As of Oct. 1, vehicles of drivers speeding through Maryland highway construction zones could be in pictures. No, it isn’t a Hollywood promotion for the “Fast and Furious” movie series. A new state law will take effect allowing speed cameras to be posted in construction zones.
The Owner-Operator Independent Drivers Association voiced concern about focusing solely on the speed of vehicles in work zones to solve safety worries.
With the backing of Gov. Martin O’Malley, the Maryland General Assembly endorsed authorizing the cameras in works zones on expressways and controlled-access highways throughout the state where the speed limit is at least 45 mph. The enforcement tool also is authorized in school zones.
According to state figures, there were 34 fatalities in work zones during the most recent five-year period – compared with 28 in the previous five-year period. Injuries rose from 4,295 to 4,741 in the same time frame.
The automated cameras snap pictures of vehicles traveling over the posted speed limit. A ticket is mailed to the vehicles’ owners, regardless of who was driving at the time.
Currently, Montgomery County is the only place in the state where cameras are permitted. The enforcement tool can be used on streets in school zones or with speed limits of 35 mph or less.
The statewide bill – SB277 – authorizes fines up to $40 to be handed out to the registered owners of vehicles caught on camera traveling at least 12 mph in excess of the speed limit. The governing body of a jurisdiction will have to approve the cameras.
Profit that any jurisdiction receives from camera-generated tickets will be limited to 10 percent of the town or county’s total revenue. That money could be used solely for local safety programs. Anything left will be routed into the state’s general fund.
Supporters say the speed cameras encourage compliance with the law and saves lives by reducing collisions.
Opponents say speed cameras are an unwarranted intrusion. Others question the claim that cameras are intended solely to keep people safe.
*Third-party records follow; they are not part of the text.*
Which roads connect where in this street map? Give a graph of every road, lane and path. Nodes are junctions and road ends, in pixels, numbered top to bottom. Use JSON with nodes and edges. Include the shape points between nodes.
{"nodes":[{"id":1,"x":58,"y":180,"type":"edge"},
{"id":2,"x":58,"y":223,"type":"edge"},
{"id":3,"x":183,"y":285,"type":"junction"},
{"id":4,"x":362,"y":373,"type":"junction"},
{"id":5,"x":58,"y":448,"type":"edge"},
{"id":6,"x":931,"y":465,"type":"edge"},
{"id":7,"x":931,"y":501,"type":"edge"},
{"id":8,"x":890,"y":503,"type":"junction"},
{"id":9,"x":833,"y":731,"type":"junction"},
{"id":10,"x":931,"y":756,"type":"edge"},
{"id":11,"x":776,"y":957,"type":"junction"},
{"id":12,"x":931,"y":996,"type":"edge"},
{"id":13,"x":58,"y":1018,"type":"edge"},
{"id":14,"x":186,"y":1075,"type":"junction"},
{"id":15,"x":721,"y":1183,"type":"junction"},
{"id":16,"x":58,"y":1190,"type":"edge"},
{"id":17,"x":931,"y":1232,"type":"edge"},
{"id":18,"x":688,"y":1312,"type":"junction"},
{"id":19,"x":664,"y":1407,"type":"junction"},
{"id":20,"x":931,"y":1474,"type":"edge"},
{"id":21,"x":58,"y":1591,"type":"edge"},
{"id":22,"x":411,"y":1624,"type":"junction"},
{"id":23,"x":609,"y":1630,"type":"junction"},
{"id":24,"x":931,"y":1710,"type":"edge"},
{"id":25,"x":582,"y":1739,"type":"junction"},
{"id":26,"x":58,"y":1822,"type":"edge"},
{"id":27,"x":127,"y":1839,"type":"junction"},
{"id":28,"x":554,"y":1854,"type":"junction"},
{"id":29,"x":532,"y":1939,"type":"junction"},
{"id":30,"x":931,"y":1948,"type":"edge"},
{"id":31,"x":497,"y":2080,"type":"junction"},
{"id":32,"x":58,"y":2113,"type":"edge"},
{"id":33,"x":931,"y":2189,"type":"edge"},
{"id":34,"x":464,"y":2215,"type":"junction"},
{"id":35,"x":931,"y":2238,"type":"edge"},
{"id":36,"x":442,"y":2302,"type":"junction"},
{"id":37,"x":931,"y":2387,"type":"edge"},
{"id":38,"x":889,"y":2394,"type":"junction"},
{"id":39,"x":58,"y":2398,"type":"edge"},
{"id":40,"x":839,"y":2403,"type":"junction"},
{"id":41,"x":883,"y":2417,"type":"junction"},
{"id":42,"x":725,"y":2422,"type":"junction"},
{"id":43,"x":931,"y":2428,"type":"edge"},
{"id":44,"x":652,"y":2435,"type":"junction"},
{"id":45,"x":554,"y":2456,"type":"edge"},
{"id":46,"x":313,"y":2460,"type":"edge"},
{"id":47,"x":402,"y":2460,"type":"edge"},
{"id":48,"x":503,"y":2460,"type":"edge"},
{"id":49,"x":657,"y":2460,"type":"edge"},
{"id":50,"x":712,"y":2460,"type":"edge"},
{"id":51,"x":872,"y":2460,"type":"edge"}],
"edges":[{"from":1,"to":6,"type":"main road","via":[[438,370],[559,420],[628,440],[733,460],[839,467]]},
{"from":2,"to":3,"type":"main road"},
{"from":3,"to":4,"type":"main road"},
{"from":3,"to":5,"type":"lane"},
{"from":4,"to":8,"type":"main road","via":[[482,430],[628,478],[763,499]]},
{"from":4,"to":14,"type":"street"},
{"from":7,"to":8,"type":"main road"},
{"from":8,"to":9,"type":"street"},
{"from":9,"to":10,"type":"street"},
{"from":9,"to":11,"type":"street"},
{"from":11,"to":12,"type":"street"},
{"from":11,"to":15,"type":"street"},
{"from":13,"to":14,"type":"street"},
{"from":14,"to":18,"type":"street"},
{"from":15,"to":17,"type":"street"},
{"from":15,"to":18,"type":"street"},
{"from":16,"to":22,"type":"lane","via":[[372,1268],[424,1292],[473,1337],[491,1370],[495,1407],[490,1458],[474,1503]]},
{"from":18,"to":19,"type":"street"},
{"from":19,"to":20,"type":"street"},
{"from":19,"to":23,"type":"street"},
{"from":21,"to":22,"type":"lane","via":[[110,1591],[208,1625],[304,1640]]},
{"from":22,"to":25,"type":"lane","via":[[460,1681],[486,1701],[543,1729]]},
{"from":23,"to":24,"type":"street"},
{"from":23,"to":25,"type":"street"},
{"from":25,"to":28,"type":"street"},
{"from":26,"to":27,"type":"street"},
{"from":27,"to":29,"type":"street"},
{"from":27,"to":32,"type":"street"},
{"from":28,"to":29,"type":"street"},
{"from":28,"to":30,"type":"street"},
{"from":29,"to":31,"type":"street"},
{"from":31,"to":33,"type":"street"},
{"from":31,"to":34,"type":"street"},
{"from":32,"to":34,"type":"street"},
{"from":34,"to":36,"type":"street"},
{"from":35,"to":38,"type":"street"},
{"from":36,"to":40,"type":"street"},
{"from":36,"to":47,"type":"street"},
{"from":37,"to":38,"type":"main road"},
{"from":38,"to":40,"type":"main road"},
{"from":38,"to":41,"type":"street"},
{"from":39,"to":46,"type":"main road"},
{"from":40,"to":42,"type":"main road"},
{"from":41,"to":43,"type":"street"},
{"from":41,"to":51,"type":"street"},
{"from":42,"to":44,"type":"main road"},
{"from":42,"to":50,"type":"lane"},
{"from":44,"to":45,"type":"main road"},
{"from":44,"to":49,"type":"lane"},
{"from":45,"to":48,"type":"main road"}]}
Todd Spencer, OOIDA’s executive vice president, said the state of Maryland would be better served to focus their attention on other aspects of driving in work zones than solely focusing on speeding.
“Speeding in work zones isn’t what actually causes accidents. Driving carelessly or recklessly is what causes accidents. That is where the focus of enforcement should be,” Spencer told Land Line.
Spencer also said it is unrealistic to build speed cameras up to be a “catch all” for highway safety.